■ TASK BRIEF ■
The answer should be each line from the entries below that has the word "down" in it.

■ DATA LISTING ■
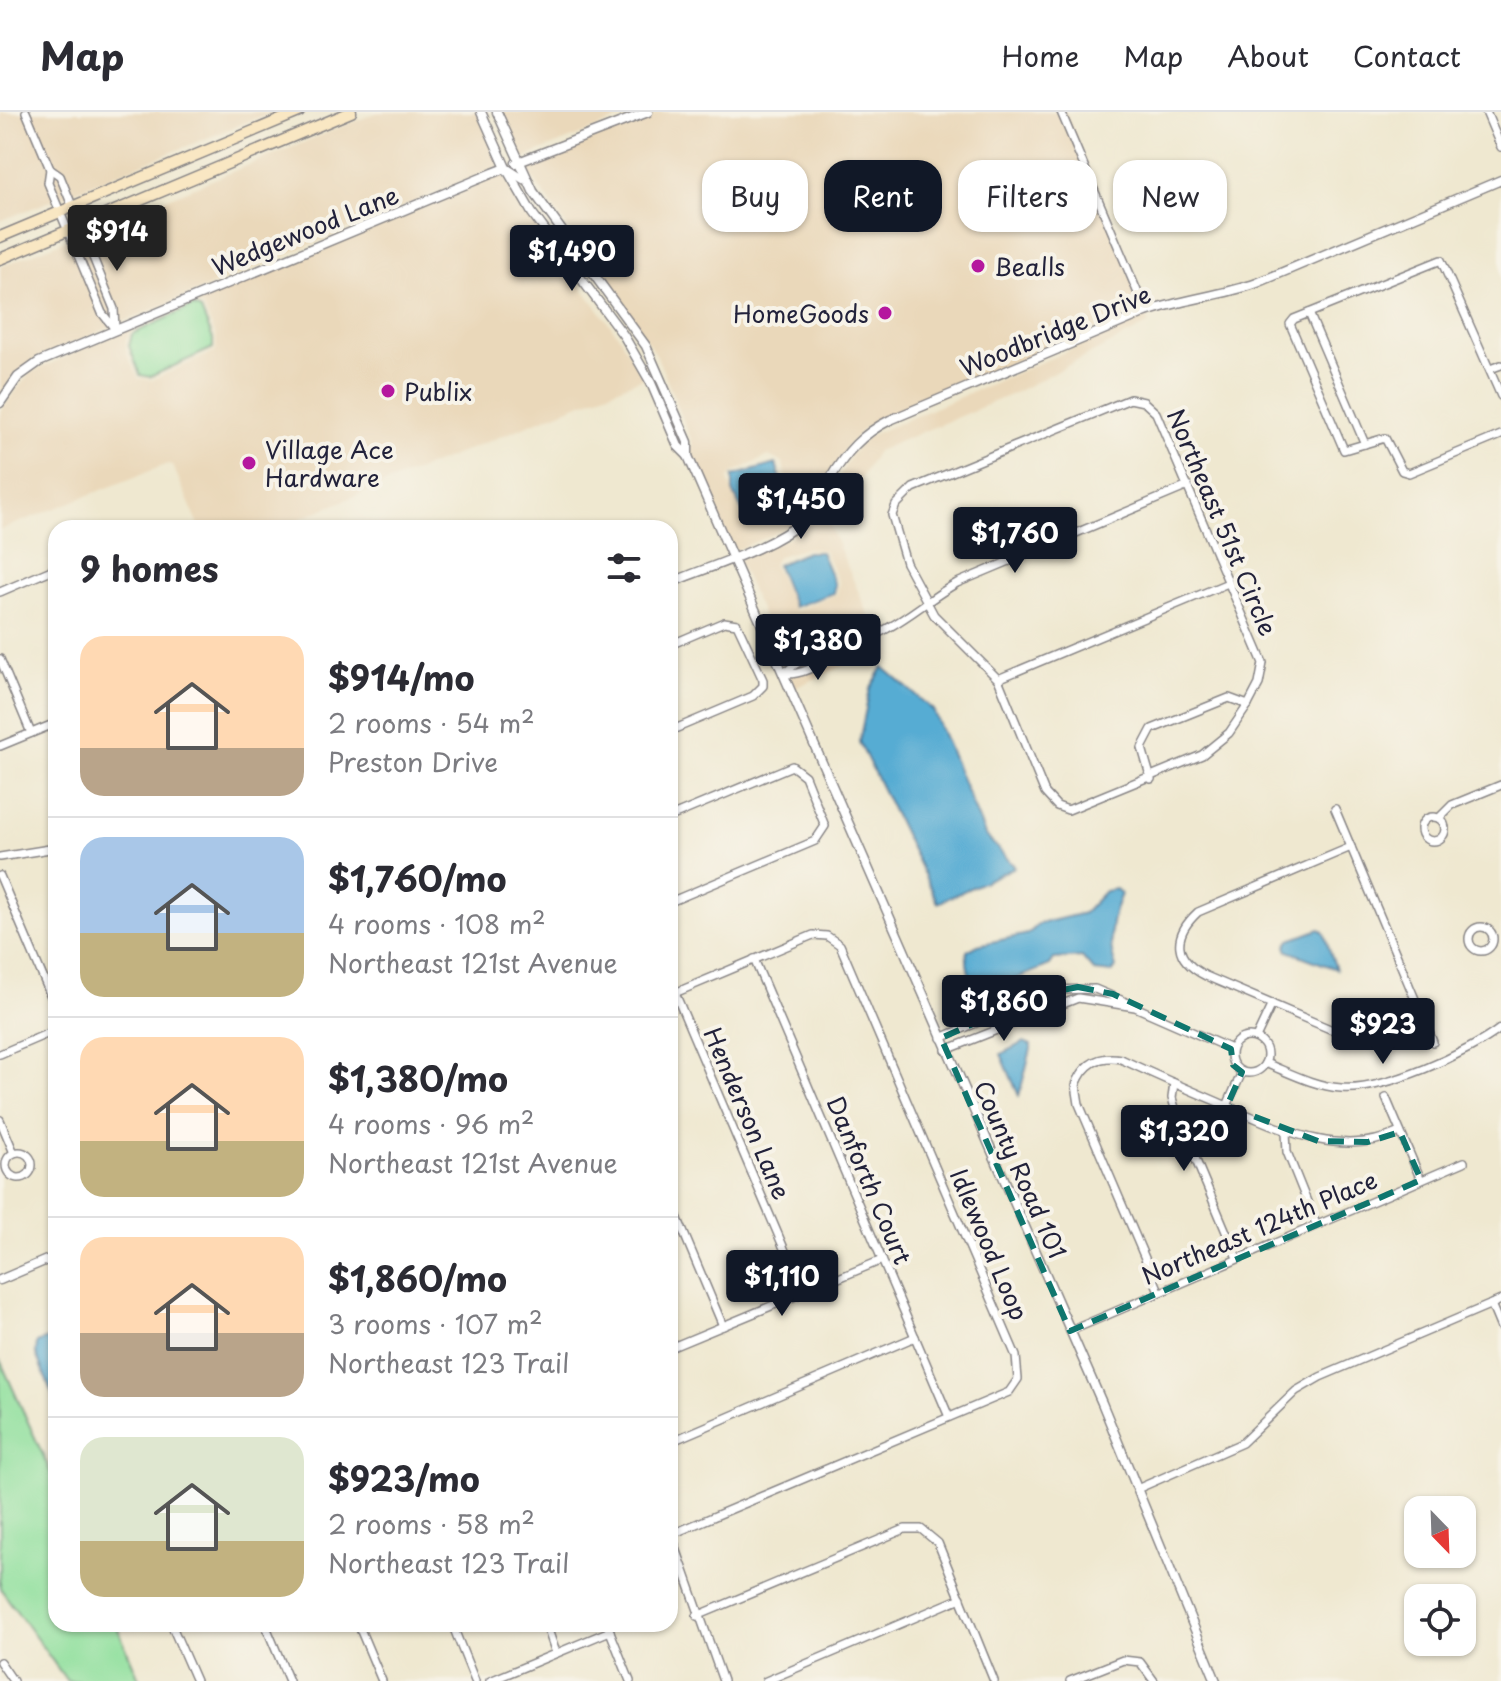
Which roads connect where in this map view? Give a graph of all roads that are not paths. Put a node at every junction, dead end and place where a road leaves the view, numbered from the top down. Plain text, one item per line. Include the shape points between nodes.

--

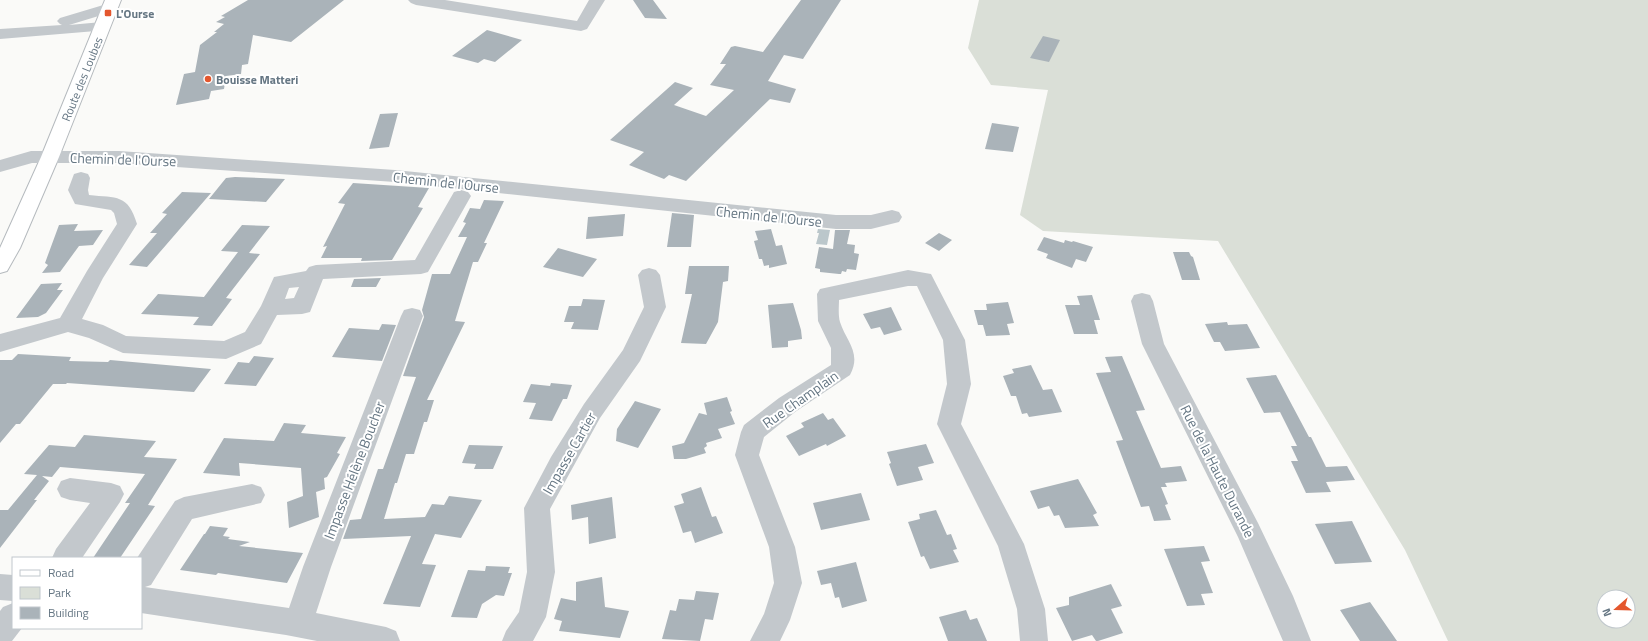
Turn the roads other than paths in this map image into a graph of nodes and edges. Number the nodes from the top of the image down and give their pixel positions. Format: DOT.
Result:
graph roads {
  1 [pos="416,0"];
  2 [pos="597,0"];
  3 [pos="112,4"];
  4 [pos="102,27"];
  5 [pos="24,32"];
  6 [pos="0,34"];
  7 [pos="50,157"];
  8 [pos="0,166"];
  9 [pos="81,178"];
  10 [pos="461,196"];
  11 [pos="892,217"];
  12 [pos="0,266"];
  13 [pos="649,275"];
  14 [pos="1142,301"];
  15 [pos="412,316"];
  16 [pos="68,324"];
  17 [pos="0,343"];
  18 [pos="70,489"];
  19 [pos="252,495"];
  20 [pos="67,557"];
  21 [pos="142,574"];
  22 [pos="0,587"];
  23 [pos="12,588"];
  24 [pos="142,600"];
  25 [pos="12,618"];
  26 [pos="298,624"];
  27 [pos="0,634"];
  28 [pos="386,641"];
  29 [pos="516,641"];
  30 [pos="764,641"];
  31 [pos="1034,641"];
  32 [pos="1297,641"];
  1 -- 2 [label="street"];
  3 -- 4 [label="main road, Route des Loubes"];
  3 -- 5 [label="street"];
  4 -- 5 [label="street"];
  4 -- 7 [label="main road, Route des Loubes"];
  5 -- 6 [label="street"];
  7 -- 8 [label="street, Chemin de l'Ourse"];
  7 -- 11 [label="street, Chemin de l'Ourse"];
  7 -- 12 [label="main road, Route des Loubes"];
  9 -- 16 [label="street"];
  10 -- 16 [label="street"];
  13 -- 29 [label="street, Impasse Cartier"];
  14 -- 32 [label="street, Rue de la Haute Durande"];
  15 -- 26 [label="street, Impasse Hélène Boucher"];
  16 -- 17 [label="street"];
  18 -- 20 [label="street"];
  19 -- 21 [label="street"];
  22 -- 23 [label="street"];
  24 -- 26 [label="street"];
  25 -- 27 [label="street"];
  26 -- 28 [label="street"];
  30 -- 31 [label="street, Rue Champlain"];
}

■ RESULT OF THIS EXERCISE ■
Which roads connect where in this map view? Give a graph of all roads that are not paths. Put a node at every junction, dead end and place where a road leaves the view, numbered from the top down. Plain text, one item per line. Include the shape points between nodes.
Turn the roads other than paths in this map image into a graph of nodes and edges. Number the nodes from the top of the image down and give their pixel positions. Format: DOT.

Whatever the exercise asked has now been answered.